- _EXERCISE DATA_
↓↓↓

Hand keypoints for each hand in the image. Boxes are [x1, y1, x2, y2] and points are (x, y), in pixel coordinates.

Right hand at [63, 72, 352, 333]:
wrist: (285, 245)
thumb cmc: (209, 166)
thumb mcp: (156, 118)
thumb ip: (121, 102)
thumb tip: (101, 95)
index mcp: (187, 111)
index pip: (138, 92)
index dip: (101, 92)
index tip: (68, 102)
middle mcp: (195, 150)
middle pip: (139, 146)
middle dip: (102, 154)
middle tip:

↑↑↑
↓↓↓

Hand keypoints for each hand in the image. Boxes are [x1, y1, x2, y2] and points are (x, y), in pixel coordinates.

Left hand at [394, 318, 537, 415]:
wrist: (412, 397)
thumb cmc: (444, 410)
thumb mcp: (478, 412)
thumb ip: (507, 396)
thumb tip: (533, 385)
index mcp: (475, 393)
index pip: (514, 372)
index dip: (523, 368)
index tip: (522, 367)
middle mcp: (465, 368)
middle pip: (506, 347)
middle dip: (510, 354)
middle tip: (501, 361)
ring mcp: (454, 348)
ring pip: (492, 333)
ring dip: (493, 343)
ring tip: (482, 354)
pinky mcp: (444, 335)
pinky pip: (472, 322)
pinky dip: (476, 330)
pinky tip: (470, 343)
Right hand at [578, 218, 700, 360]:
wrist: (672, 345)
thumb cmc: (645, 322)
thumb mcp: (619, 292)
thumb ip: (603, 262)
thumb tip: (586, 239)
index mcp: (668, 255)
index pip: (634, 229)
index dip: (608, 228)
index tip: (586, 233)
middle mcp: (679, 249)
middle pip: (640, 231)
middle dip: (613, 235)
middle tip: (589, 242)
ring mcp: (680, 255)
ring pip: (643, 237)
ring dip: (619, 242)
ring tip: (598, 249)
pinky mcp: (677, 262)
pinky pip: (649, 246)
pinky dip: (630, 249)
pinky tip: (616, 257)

↑↑↑

- _PROBLEM DETAILS_
Report how many lines in the data contain the word "ring", with no words besides the number.

- _WRITTEN RESPONSE_
8